Objective
To determine the cost utility of cataract surgery worldwide using visual acuity (VA) outcomes and utility values determined by the time trade-off (TTO) method.
Data Sources
Some cost data were taken from a previous search conducted for 1995 to 2006 and we searched MEDLINE and Scopus and Google for more recent data (2006 and 2007).
Study Selection
Articles were identified from the literature using “cataract surgery” in combination with the terms outcomeor visual acuity. Additional searches were conducted using individual countries as a term in combination with VA, outcome, or cost.
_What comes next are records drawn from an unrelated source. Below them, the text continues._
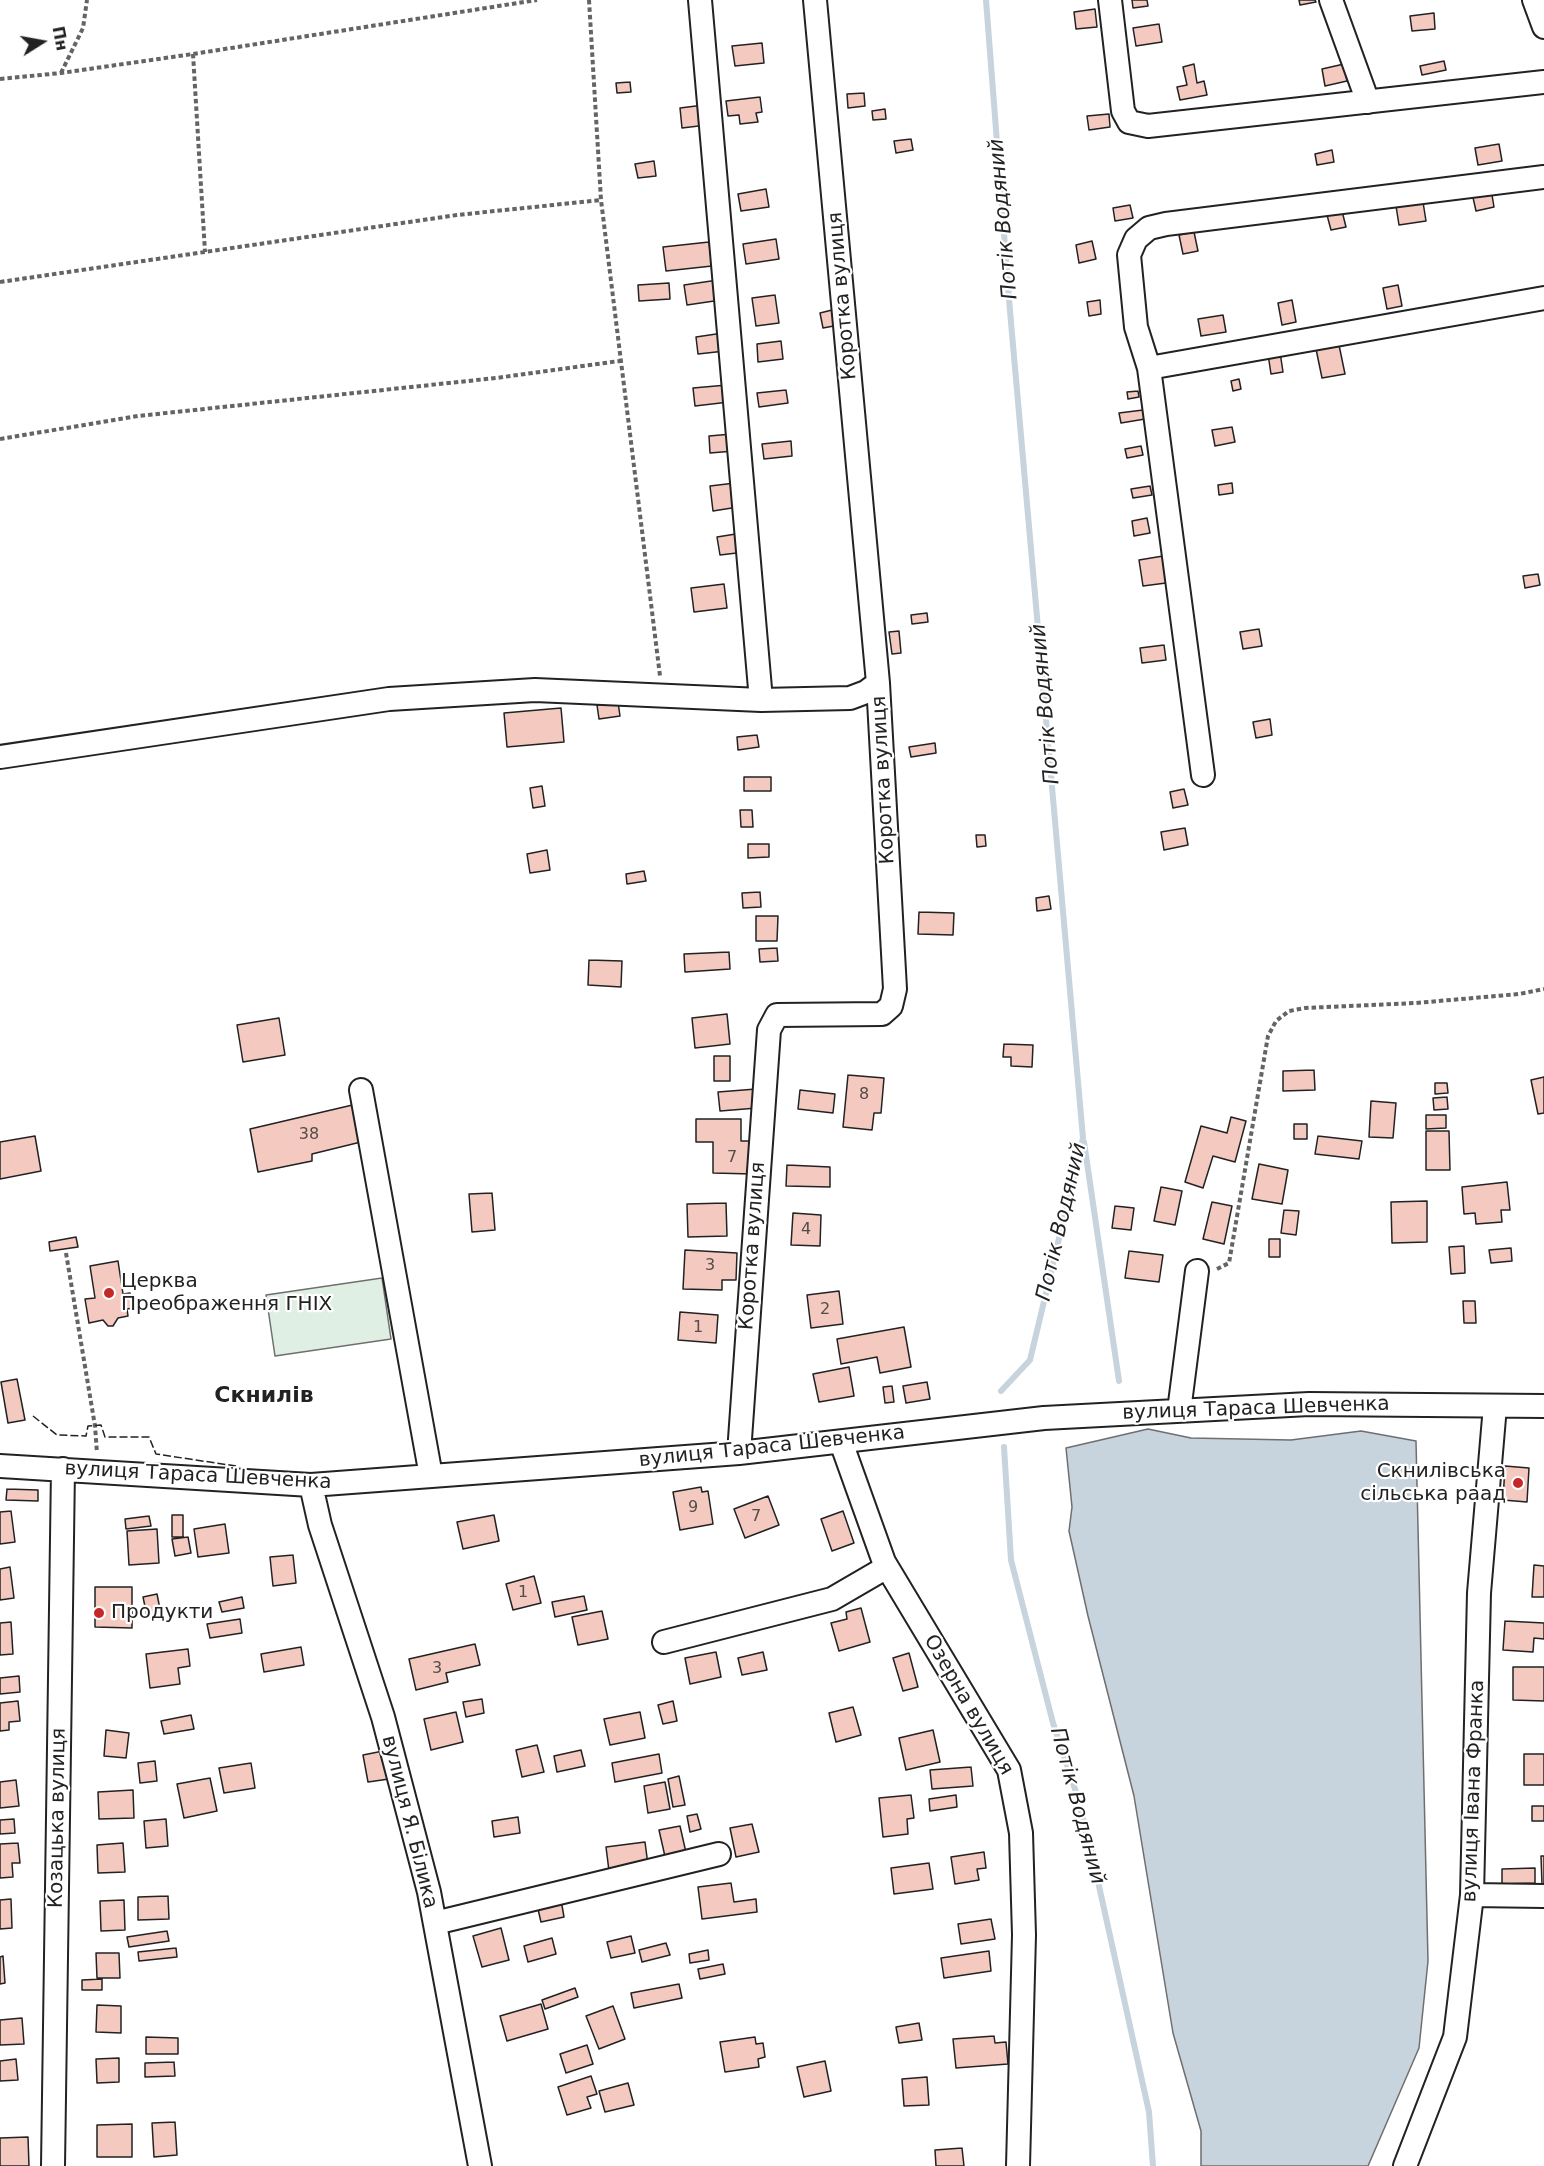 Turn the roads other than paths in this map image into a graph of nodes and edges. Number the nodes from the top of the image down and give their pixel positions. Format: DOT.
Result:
graph roads {
  1 [pos="700,0"];
  2 [pos="815,0"];
  3 [pos="1110,0"];
  4 [pos="1331,0"];
  5 [pos="1534,0"];
  6 [pos="1544,27"];
  7 [pos="1544,82"];
  8 [pos="1368,102"];
  9 [pos="1544,177"];
  10 [pos="1544,298"];
  11 [pos="1149,368"];
  12 [pos="878,683"];
  13 [pos="761,700"];
  14 [pos="0,757"];
  15 [pos="1203,775"];
  16 [pos="361,1090"];
  17 [pos="1197,1271"];
  18 [pos="1495,1406"];
  19 [pos="1544,1406"];
  20 [pos="1179,1411"];
  21 [pos="841,1442"];
  22 [pos="739,1453"];
  23 [pos="0,1466"];
  24 [pos="63,1469"];
  25 [pos="431,1476"];
  26 [pos="311,1485"];
  27 [pos="887,1567"];
  28 [pos="664,1642"];
  29 [pos="719,1854"];
  30 [pos="1472,1895"];
  31 [pos="1544,1896"];
  32 [pos="435,1923"];
  33 [pos="53,2166"];
  34 [pos="480,2166"];
  35 [pos="1018,2166"];
  36 [pos="1405,2166"];
  1 -- 13 [label="street"];
  2 -- 12 [label="street, Коротка вулиця"];
  3 -- 8 [label="street"];
  4 -- 8 [label="street"];
  5 -- 6 [label="street"];
  7 -- 8 [label="street"];
  9 -- 11 [label="street"];
  10 -- 11 [label="street"];
  11 -- 15 [label="street"];
  12 -- 13 [label="street"];
  12 -- 22 [label="street, Коротка вулиця"];
  13 -- 14 [label="street"];
  16 -- 25 [label="street"];
  17 -- 20 [label="street"];
  18 -- 19 [label="street, вулиця Тараса Шевченка"];
  18 -- 20 [label="street, вулиця Тараса Шевченка"];
  18 -- 30 [label="street, вулиця Івана Франка"];
  20 -- 21 [label="street, вулиця Тараса Шевченка"];
  21 -- 22 [label="street, вулиця Тараса Шевченка"];
  21 -- 27 [label="street, Озерна вулиця"];
  22 -- 25 [label="street, вулиця Тараса Шевченка"];
  23 -- 24 [label="street, вулиця Тараса Шевченка"];
  24 -- 26 [label="street, вулиця Тараса Шевченка"];
  24 -- 33 [label="street, Козацька вулиця"];
  25 -- 26 [label="street, вулиця Тараса Шевченка"];
  26 -- 32 [label="street, вулиця Я. Білика"];
  27 -- 28 [label="street"];
  27 -- 35 [label="street, Озерна вулиця"];
  29 -- 32 [label="street"];
  30 -- 31 [label="street"];
  30 -- 36 [label="street, вулиця Івана Франка"];
  32 -- 34 [label="street, вулиця Я. Білика"];
} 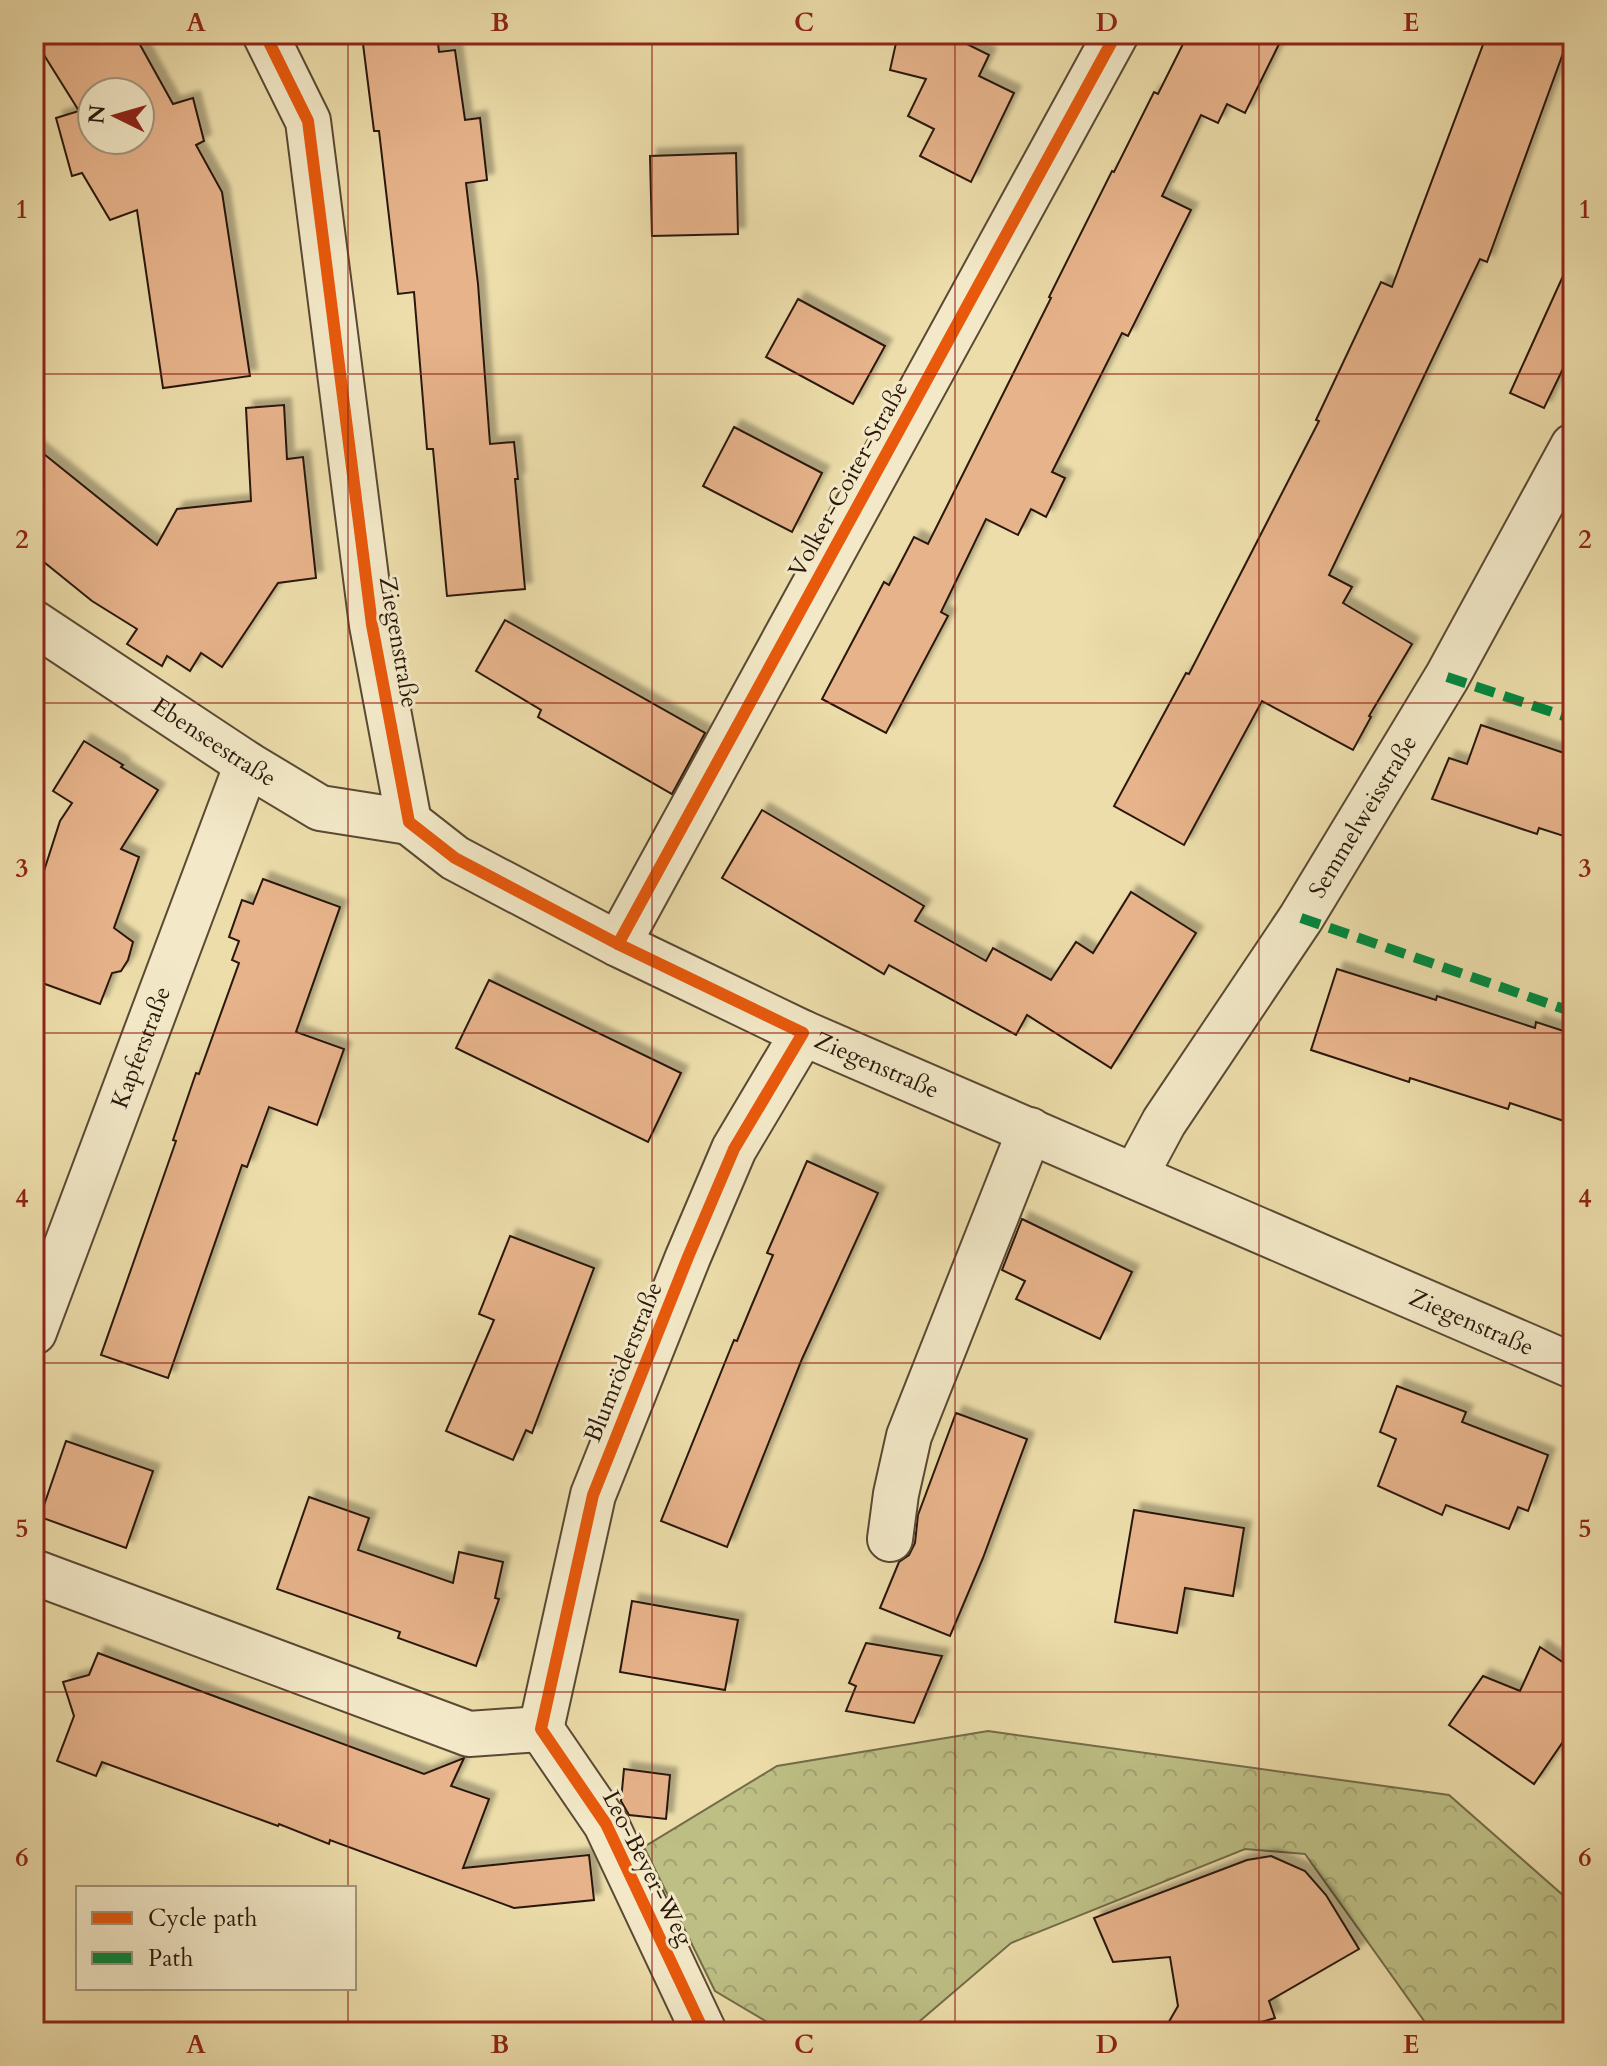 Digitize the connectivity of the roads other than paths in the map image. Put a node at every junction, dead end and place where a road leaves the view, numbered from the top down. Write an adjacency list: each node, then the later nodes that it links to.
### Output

Regression curves were constructed from utility values derived from a TTO study and VA data. Gains in quality-adjusted life-years (QALYs) were calculated based on life expectancy tables from the World Health Organization and discounts of 3% for both cost and benefit. Sensitivity analyses explored the effect of changes in discounting, life expectancy, preoperative VA, and cost.
Data Extraction
If the data were usable, they were kept; otherwise they were discarded.
Data Synthesis
Preoperative VA (logMAR) correlated with increasing gross national income per capita (Pearson correlation coefficient, −0.784; P < .001) and showed that in developing countries preoperative vision is much poorer compared with developed countries. Cost utility data ranged from $3.5 to $834/QALY in developing countries to $159 to $1356/QALY in developed countries. Sensitivity analysis showed that changing life expectancy, VA, and discount rate resulted in moderate changes.
Conclusions
The TTO approach demonstrates that cataract surgery is extremely cost-effective.